I am single (never married), late 40's and actively like/encourage being addressed at Mrs.

We need to make the change like France and Germany/Austria etc have made where Mrs is the title of all women over 21ish irrespective of marital status. Not sure what happens in other languages but it would be interesting. I think Spanish and Italian are also the same.

But I'm aware I'm a bit of a one woman campaign on this.

HyacinthFuckit · 03/12/2016 12:33

The thing that interests me most about your example fizz isn't why you wanted to change your name, that's obvious. It's why you waited until you got married to do it. I have heard quite a few MNers sharing stories of how they wanted to divest themselves of the names of people who abused them, and that desire makes total sense to me. Just seems sad to think of going through adulthood with a name you hated and not changing it until you marry.

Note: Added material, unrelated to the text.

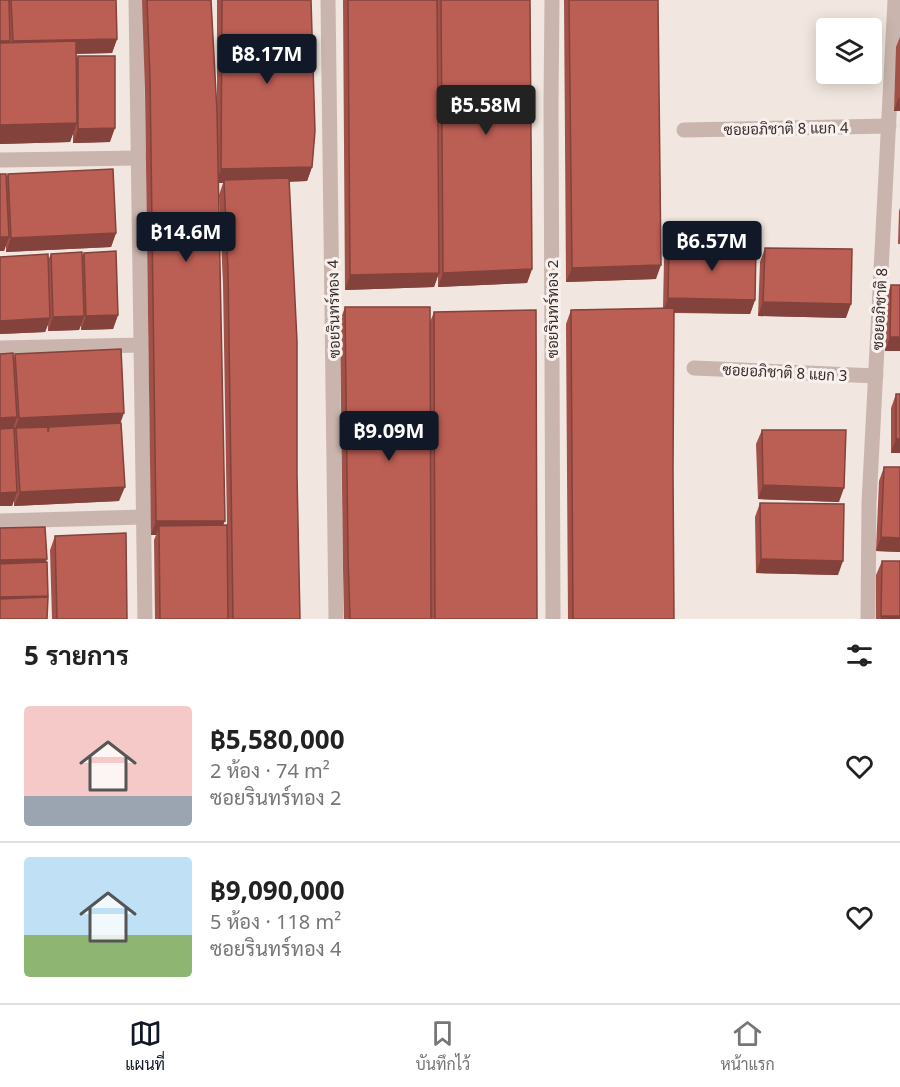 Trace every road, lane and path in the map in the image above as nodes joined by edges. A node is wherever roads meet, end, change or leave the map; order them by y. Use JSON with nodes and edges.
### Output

sohelpmegoad · 03/12/2016 12:49

I asked someone at work yesterday if she was Ms or Mrs and she said no Im Lady, I think we could all be Lady and it takes away the whole married/not married thing that everyone seems to object to.
Or we could have something else that doesn't relate to marital status and doesn't involve mind reading whether the woman in front of you will object to your guess

LRDtheFeministDragon · 03/12/2016 12:51

So ... what we're saying is, that changing your name is a sign of how much you love being married. But husbands don't bother with this, because ... what? They love being married less?

It doesn't make sense, raspberry. Nothing to do with feminism or antifeminism. It's just bizarre logic, that you'd change your name out of love for your DH/marriage, but he wouldn't feel the same way about you.

FizzBombBathTime · 03/12/2016 12:51

Hyacinth i was only 21 when I got married, so I guess I hadn't been an adult long before I changed it

I wasn't too upset about keeping my maiden name, it was just getting married presented an opportunity Smile

AndNowItsSeven · 03/12/2016 12:51

Yabu , you are married therefore you are a Mrs.

FizzBombBathTime · 03/12/2016 12:52

I don't think AndNow has RTFT... Grin

LRDtheFeministDragon · 03/12/2016 12:52

Oh, and thanks margaret. (I think Margaret Cavendish is a hero of mine, FWIW!)